FI Eye-Opener: Fed not concerned by recent data development

Bonds rallied early yesterday, but the direction turned later in the day, partly in response to Fed minutes (see more below). German yields ended the day slightly down, while US yields rebounded (10-year yield up by around 3bp). Intra-Euro-zone spreads mostly widened.

China’s HSCB/Markit flash manufacturing PMI, released early today, disappointed with a drop from 49.5 to 48.3, a 7-month low and the second drop in a row. The fall was not positive, but like most of recent Chinese data, may have been affected by the Chinese New Year.

As risks are tilted towards further disappointments in economic data today (see more below), bonds are set to perform again.

European equities ended yesterday with modest gains, but in the US, S&P 500 finally fell by 0.65%. Asian equities are also trading mostly with losses this morning and Europe is set to open clearly lower.

Fed not about to change course

Minutes from the Fed’s January meeting further supported the notion that the Fed is determined to proceed with its moderate tapering. There was a lot of discussion around how the Fed could change its forward guidance, but no decisions were reached on the topic. A few participants even raised the possibility that it might be appropriate to increase the federal funds rate relatively soon, but these participants are clearly in the minority.

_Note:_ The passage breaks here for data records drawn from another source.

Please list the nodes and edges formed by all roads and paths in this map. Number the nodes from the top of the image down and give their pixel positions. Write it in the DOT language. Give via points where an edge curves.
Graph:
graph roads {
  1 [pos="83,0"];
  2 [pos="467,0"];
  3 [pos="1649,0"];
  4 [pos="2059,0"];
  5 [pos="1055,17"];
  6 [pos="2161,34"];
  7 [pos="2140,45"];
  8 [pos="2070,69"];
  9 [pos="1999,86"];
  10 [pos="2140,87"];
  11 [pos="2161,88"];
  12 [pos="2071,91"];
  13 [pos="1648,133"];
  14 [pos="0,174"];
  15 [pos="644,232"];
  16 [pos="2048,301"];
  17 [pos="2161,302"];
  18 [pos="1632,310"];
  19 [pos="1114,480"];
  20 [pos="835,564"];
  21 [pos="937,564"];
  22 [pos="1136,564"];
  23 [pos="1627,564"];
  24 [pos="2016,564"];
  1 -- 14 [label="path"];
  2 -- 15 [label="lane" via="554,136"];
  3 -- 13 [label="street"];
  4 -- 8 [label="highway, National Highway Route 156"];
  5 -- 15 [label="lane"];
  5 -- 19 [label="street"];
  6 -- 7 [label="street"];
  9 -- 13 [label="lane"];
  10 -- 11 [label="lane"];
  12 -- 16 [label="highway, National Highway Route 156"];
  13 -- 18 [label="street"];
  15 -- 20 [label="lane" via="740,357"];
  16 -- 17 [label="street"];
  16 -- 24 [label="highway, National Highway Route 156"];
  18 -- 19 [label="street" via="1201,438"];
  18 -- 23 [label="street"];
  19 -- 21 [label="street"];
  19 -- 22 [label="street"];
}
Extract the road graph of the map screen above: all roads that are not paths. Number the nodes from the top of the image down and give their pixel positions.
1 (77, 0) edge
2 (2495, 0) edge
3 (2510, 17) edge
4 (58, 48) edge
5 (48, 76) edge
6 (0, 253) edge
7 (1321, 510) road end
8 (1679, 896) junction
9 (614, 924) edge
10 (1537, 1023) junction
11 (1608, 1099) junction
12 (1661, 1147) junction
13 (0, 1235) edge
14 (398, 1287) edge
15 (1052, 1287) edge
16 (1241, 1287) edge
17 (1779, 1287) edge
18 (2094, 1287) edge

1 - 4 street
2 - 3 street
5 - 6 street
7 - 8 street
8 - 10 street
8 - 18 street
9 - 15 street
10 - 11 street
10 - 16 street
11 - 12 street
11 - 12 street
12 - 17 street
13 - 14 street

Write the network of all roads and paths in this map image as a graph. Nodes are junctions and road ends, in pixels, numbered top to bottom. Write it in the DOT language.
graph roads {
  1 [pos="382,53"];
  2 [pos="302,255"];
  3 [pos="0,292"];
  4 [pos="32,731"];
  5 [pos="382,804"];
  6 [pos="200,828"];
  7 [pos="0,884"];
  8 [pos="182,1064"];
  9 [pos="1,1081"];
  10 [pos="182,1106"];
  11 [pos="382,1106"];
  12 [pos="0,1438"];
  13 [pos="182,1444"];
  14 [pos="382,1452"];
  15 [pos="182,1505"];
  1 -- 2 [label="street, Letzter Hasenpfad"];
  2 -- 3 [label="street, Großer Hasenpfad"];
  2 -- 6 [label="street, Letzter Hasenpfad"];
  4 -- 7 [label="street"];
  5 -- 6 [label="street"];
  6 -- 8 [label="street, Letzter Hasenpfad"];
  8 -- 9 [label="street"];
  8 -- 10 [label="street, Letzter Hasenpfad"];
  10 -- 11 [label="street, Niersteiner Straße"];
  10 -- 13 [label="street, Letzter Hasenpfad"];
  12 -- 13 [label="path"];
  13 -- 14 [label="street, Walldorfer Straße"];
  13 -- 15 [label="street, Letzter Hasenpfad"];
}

There has been plenty more bad data since the Fed’s January meeting, but more recent comments suggest the Fed remains comfortable with its tapering plans. Atlanta Fed’s Lockhart (non-voter this year) said yesterday that the outlook remained positive and as long as it remained solid and would not deviate dramatically from the Fed’s expectations, he would expect tapering to continue. San Francisco Fed’s Williams (non-voter) echoed such comments, saying the hurdle for changing the current tapering pace was pretty high. The comments from Lockhart and Williams thus suggest that the recent weak data releases have not caused big worries inside the Fed either.

Weather, weather, weather

Bad weather spoiled yet more data releases yesterday. January housing starts plunged by 16.0% m/m (though from upward-revised December levels), while building permits plummeted by 5.4%, both clearly weaker than expected. Weak data is likely to continue in the near term. The numbers were blamed once again on weak weather, but it may not account for all the weakness in the data. The housing market thus appears to have lost some steam.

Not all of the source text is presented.